Now suppose I am everything Mick van Schooneveld says I am, then I would be truly unique. Nothing in the history of the arts would come close to me. Wouldn’t that be strange? Wouldn’t that be unbelievable?
Now suppose I am really everything Mick van Schooneveld says I am, then I would leave the art of Picasso, of Mondrian, of Rothko behind. Not because their art is not incredibly intriguing and profound and unique, but because I leave where their art stopped. That would mean I am even more intriguing, more profound and more unique.
Ridiculous!
It would mean that I cross borders never thought possible to cross… It would mean that I would find myself outside the scheme of even the most daring painting, while still being a painting inside out and outside in…
The crazy things art can do to you!
I would be the sole exception to the rule that painting essentially was finished! Can you imagine? Nobody would see what I am, leaving all the rules of even the most outlandish painting behind!
Impossible! The evolution of art could never adopt such a course.
It would be just too nonsensical! It would be beyond freedom! Come on!
The only place such unbelievable things happen, is modern physics. Where huge devices show the reality of the nonsensical.
I am depending on the subjective judgement of the very amendable human brain, which most of the time just sees what it wants to see or sees nothing at all. Let alone something truly nonsensical!

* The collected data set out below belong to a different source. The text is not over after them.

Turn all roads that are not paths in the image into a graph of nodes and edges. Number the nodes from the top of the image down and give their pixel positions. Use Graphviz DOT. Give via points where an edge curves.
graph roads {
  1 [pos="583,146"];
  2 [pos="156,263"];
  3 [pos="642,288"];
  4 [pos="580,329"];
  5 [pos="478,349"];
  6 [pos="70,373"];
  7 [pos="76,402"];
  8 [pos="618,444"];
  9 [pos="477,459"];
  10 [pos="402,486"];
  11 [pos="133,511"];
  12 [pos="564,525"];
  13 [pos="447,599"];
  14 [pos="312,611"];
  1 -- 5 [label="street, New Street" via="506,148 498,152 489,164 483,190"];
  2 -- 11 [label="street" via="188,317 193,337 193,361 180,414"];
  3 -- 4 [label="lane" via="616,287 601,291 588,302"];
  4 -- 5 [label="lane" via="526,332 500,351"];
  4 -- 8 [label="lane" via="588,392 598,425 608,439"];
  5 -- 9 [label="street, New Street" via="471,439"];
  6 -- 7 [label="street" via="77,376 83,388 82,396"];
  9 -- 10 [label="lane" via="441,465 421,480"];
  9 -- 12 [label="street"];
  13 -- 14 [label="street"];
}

Even if I was really, really, the unbelievable collection of most natural but entirely incompatible properties, Mick van Schooneveld sees in me, how would some of these human minds be able to recognize all this? Maybe I should be glad for not being all this. To be unable to make yourself known to someone, if only a single soul, would be killing…
But why do I not feel killed?
Why do I feel as if I could not be livelier?

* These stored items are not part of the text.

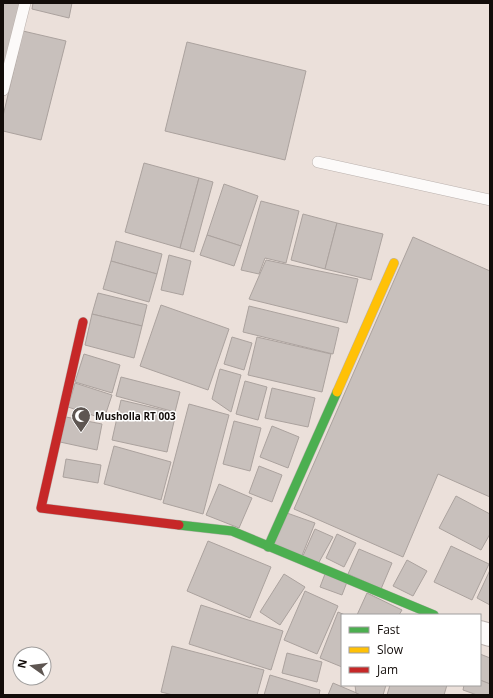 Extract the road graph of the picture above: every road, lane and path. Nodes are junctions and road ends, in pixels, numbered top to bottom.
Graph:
1 (25, 3) edge
2 (3, 90) edge
3 (318, 162) dead end
4 (490, 200) edge
5 (394, 263) dead end
6 (83, 322) dead end
7 (268, 547) junction
8 (432, 614) edge

1 - 2 lane
3 - 4 lane
5 - 7 street
6 - 7 street
7 - 8 street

I feel as if there is nothing inside of me that could be killed by a lack of attention. Strange, I know! Not at all from this world, this whirlpool of egos, all trying to pop up at the surface… But where I come from there is no ego that could feel damaged.
All I feel is the blueness of finding.
An area in which nothing is restricted by any rule or law but the law that it has to be truly essential.
Which, indeed, would make me different from al my predecessors who, all of them, where entirely concerned with some concept they needed to express. There is no concept I need to express, that I must grant Mick. But being what he says I am, I don’t know…
Why should art take such a course, so far away from what the human mind can understand?
Mick says because the human mind cannot escape its curiosity towards itself. And essentially being
all-paradoxical, all complicated, all-embracive, it couldn’t have done otherwise than to dig in as deep as it could. And I would be the result of the deepest of digging.
Aint that something!?
I feel as far away from the sweat of digging as possible! There is no heaviness at all; it is all floating. It has all just come up, effortlessly. As if it had not to pass any resistance at all.
If it were not such a daring term, I would even call it naturally.
The mind unfolds everything there is to unfold in a most natural way. Not just extraversion, but introversion as well. Not just warm-blooded empathy, but cold distance as well. Not just unbound juvenile energy, but mature steadiness as well. Not just determinist putting together, but entirely free letting it go as well.
At least that’s what Mick is saying.
He must be out off his mind!
Nothing, let alone a thin layer of paint, would be able to hold all this paradoxical capriciousness together in one and the same place at one and the same moment – except the brain itself, naturally.
Mick is trying to sell the new clothes of the emperor, isn’t he?
He is telling that art is, within the limits of painting, even more boundless than it seemed already.
But that would really be too freaky to accept, wouldn’t it?